WORK REQUIRED:
Below are records; count how many of their lines contain the string "edges", and give only that number.

(Extracted data entries)
....
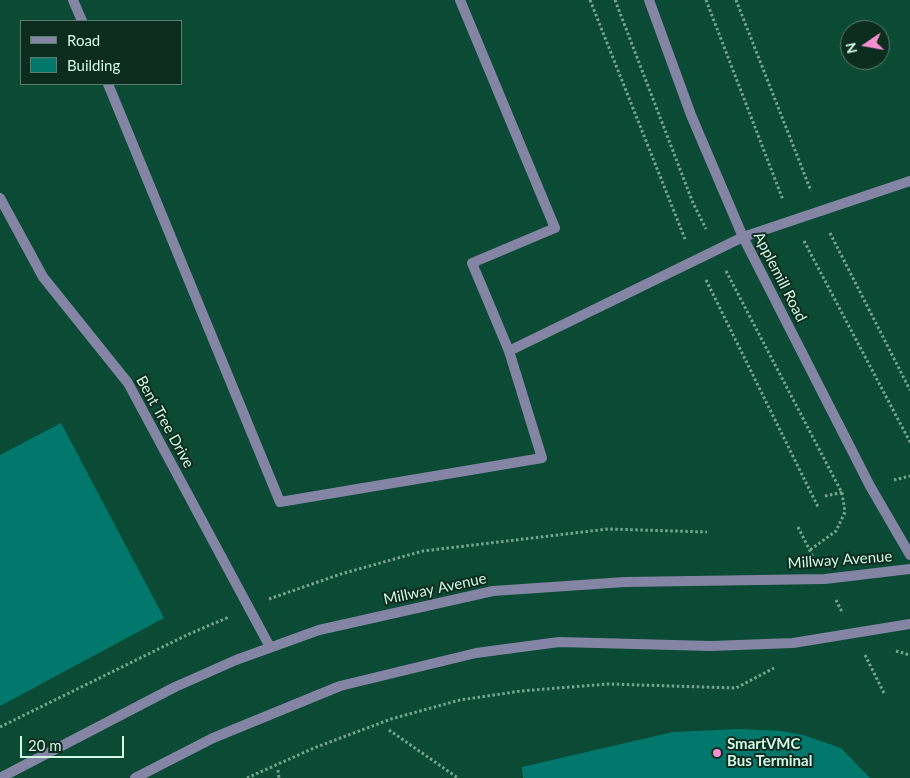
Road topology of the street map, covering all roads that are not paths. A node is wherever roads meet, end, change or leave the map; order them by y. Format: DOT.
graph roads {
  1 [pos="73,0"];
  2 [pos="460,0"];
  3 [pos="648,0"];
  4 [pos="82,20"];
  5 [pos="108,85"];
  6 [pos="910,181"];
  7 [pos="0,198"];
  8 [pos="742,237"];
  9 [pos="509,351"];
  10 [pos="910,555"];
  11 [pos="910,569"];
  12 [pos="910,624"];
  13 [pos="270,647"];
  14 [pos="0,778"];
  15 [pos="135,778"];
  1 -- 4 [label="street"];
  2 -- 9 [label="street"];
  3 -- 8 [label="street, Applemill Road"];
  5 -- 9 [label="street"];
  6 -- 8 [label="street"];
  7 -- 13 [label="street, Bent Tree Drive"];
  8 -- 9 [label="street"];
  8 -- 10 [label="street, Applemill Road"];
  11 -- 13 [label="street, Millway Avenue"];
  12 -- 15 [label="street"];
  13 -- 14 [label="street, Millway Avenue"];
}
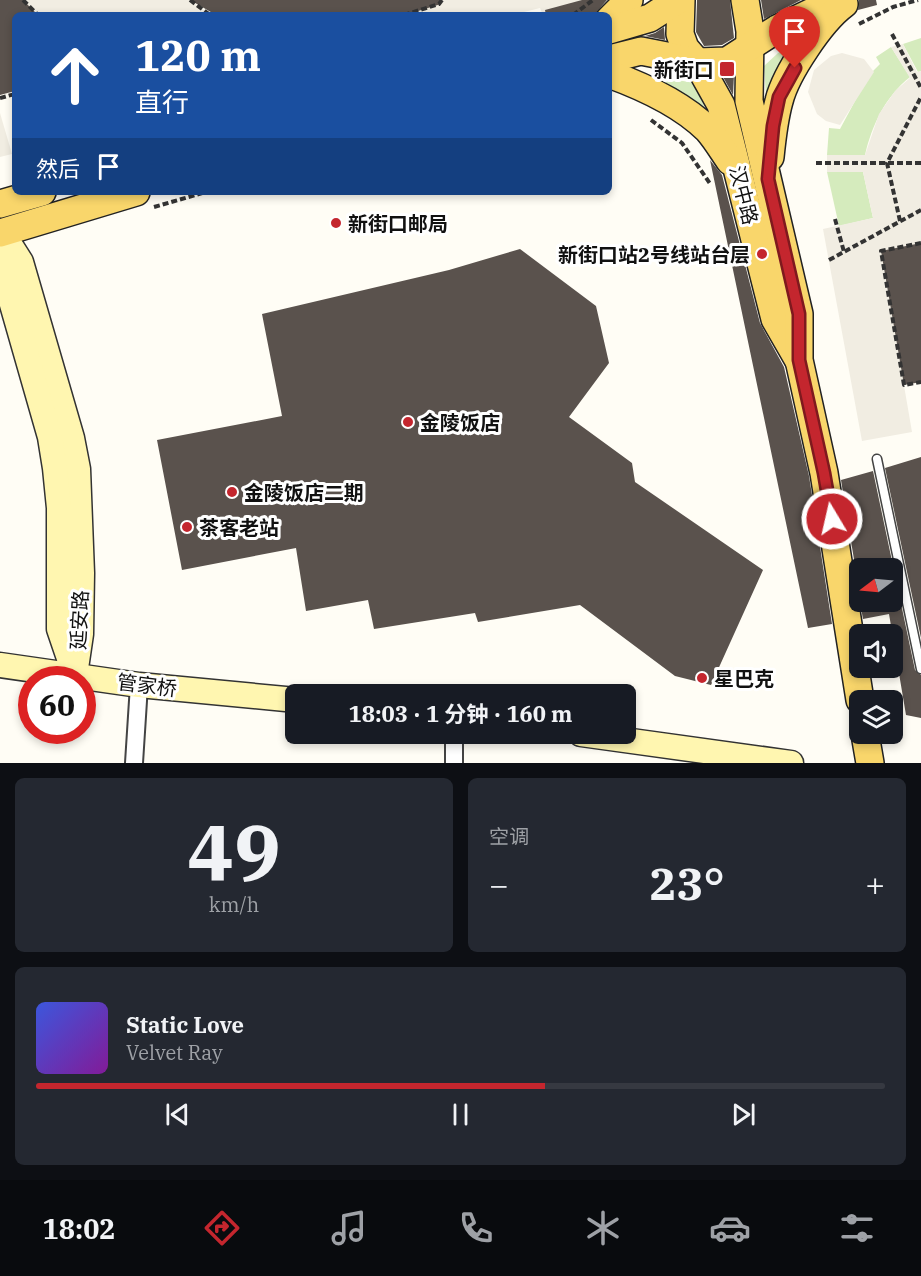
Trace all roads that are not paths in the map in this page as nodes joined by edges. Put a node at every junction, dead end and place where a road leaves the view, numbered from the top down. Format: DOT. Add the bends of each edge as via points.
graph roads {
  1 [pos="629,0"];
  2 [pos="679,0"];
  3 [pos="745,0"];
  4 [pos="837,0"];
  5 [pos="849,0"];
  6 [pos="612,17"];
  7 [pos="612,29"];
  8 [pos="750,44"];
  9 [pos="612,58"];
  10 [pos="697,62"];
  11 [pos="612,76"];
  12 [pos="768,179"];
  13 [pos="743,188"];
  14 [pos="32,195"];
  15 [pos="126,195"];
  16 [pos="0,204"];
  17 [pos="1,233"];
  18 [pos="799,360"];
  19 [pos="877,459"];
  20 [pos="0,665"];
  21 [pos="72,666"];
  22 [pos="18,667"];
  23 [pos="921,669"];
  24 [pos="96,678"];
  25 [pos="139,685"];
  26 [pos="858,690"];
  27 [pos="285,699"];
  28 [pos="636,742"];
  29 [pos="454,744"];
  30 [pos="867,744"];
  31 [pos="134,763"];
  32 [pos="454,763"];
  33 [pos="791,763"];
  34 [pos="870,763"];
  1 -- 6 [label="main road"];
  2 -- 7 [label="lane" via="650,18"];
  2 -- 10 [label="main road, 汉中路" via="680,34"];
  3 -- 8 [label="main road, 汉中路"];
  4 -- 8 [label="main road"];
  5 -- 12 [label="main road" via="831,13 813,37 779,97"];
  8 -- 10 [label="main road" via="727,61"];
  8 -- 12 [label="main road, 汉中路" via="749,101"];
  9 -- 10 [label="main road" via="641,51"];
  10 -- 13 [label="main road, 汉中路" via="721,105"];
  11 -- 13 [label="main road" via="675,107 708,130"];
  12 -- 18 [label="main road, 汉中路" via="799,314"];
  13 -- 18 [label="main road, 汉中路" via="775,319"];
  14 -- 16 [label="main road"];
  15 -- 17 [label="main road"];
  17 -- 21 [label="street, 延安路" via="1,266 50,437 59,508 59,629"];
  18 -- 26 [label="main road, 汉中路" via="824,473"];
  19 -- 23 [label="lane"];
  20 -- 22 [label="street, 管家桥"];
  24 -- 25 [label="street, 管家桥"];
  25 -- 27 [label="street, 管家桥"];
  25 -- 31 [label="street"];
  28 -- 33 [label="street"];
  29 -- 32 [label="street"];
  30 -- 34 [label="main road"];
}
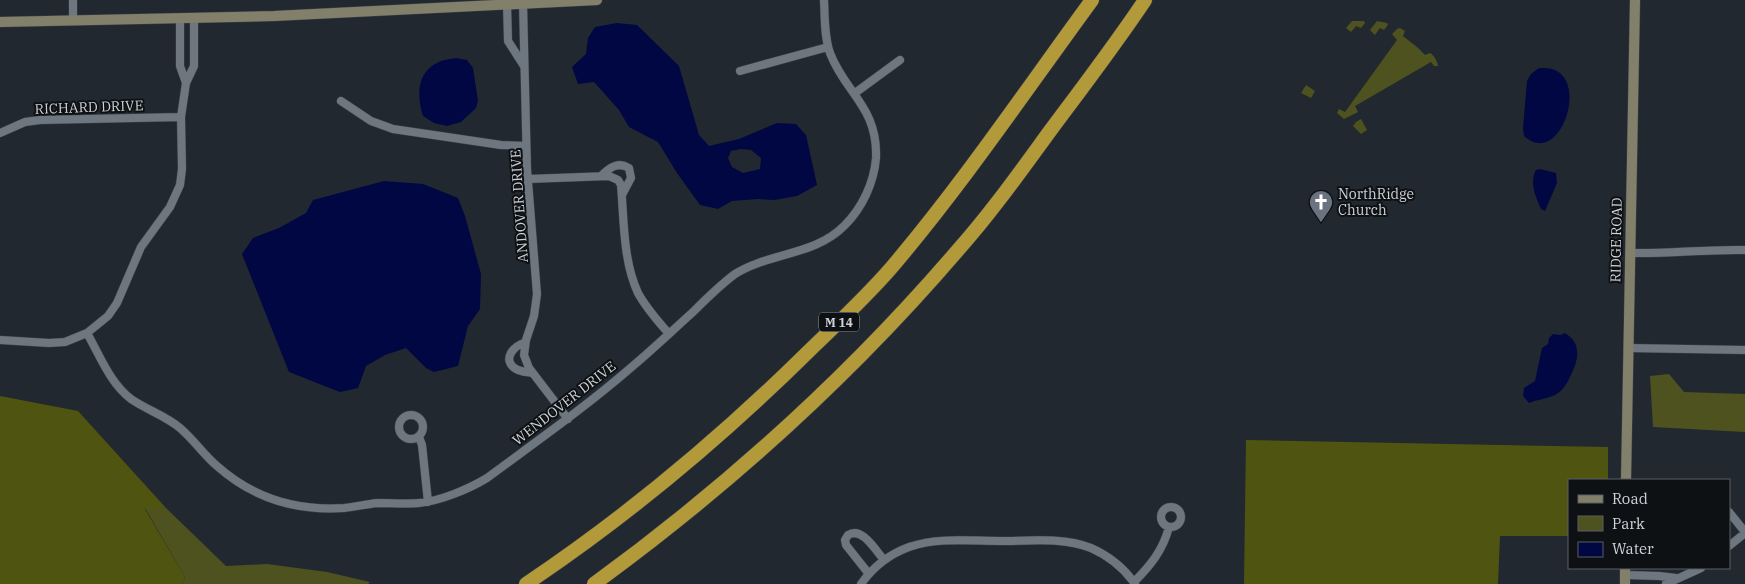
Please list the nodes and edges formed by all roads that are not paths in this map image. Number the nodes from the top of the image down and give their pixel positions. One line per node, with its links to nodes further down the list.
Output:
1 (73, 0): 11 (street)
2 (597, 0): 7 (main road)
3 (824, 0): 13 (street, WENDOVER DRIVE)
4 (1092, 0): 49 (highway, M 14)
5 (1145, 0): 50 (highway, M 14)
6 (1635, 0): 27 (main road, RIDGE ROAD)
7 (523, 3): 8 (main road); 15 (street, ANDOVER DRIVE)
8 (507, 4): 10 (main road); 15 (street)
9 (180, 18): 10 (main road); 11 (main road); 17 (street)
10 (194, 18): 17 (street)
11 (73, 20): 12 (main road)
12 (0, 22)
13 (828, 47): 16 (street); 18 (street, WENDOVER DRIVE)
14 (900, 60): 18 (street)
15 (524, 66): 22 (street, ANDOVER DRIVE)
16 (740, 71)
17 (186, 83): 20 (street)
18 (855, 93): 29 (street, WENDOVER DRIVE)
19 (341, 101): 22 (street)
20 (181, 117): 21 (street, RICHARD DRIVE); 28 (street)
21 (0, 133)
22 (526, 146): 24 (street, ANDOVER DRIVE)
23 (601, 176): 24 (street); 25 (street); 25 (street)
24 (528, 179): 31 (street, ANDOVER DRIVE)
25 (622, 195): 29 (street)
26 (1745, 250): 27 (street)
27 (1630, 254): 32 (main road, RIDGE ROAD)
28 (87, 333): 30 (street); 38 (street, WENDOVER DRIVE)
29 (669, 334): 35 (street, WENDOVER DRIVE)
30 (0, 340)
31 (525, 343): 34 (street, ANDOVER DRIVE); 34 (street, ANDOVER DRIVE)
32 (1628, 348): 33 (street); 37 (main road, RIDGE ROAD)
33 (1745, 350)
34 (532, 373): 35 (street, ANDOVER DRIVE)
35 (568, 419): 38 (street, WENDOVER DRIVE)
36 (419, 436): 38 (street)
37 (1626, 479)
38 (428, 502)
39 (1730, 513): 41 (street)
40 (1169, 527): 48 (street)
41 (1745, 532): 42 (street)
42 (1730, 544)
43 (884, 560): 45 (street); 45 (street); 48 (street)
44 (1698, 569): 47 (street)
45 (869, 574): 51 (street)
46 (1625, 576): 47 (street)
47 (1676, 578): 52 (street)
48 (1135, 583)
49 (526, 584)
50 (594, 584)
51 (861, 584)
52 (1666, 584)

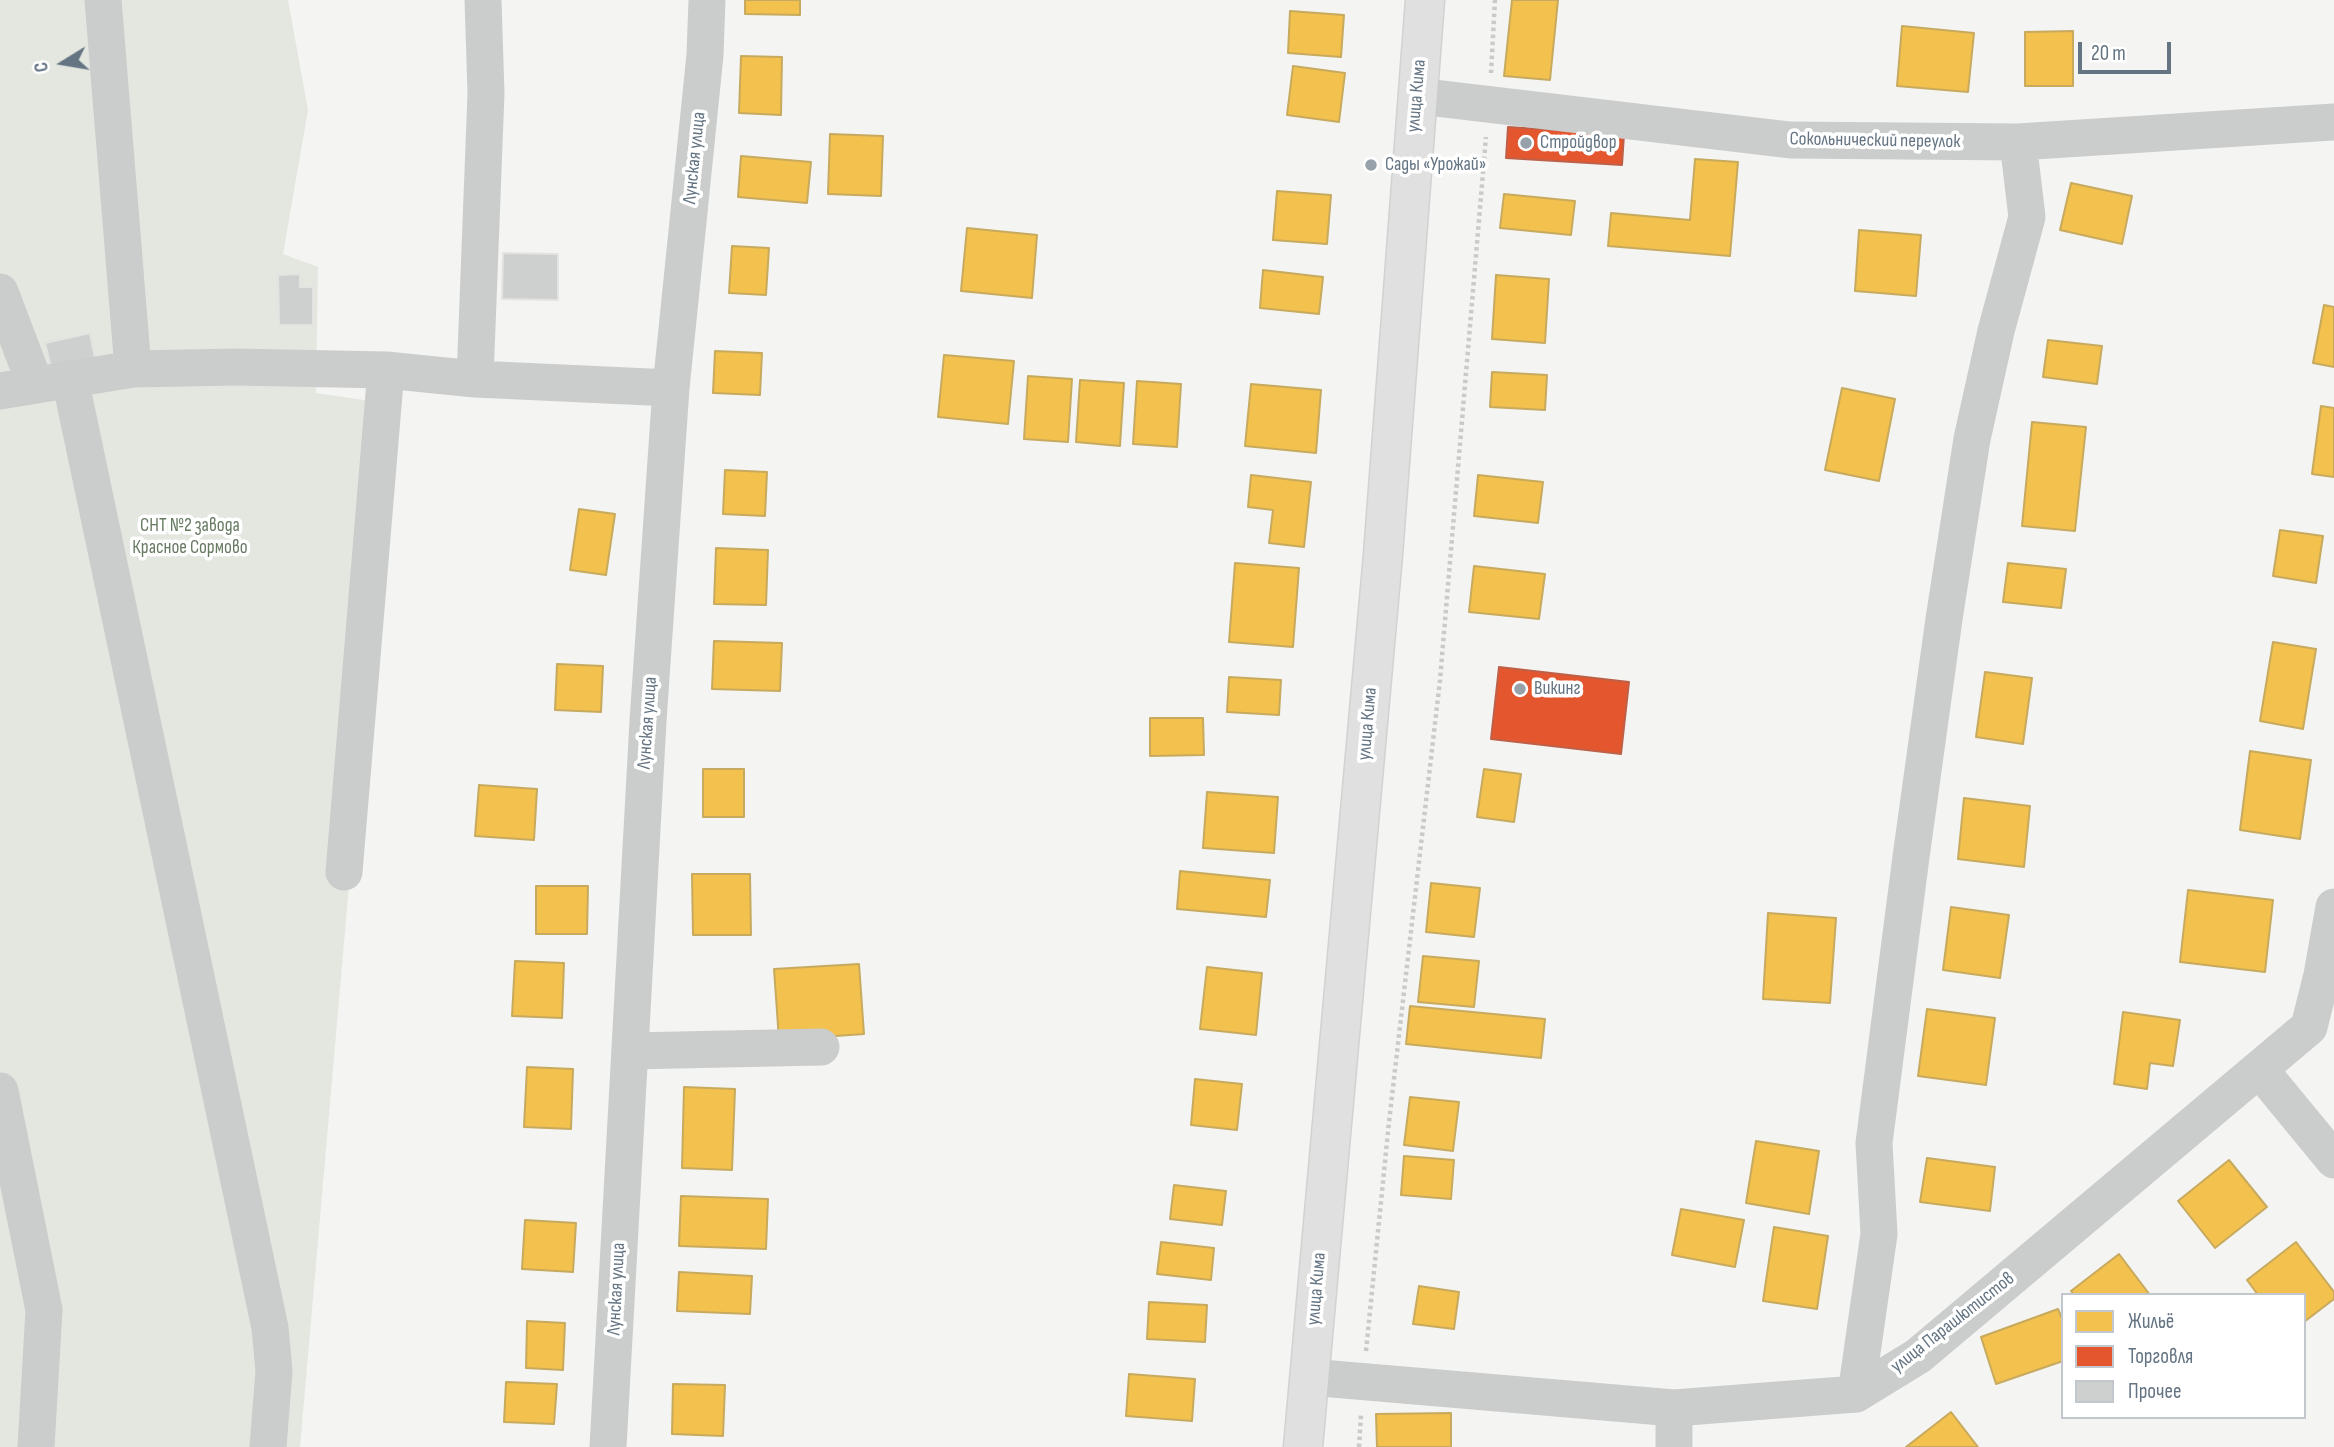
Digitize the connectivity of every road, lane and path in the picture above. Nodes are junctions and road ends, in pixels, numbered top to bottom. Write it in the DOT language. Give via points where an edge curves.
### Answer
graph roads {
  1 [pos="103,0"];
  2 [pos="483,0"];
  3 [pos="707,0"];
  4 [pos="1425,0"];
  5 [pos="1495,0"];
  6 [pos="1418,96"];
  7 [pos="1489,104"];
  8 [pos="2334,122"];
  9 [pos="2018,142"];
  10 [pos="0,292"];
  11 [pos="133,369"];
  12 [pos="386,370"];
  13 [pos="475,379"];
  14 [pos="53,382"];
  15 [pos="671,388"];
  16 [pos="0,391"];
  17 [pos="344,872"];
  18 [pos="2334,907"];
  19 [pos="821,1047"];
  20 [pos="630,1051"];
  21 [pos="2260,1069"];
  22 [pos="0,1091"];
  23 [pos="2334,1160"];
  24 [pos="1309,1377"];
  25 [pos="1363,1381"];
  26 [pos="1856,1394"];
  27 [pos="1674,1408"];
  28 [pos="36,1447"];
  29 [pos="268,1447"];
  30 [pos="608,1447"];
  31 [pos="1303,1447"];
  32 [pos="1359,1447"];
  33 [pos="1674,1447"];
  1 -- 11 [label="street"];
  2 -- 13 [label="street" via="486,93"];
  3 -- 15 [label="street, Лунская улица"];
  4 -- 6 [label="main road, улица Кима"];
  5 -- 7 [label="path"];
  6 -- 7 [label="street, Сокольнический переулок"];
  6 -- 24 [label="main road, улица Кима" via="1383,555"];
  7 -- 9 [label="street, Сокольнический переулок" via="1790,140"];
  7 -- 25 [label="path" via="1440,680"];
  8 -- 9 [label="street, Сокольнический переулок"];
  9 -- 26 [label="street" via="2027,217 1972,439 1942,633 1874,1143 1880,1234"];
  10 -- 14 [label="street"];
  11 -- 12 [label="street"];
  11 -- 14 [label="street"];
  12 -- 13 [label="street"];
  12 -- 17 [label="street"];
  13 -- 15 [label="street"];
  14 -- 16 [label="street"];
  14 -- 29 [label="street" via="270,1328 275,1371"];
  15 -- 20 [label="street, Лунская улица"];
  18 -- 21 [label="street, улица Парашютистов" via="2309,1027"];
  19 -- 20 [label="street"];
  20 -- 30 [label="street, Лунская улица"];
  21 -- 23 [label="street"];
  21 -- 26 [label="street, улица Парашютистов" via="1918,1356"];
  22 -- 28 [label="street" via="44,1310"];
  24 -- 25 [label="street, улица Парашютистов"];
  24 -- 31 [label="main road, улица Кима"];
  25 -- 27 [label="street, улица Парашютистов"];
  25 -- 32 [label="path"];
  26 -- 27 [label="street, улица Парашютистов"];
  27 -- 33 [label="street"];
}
....
TASK RESULT:
2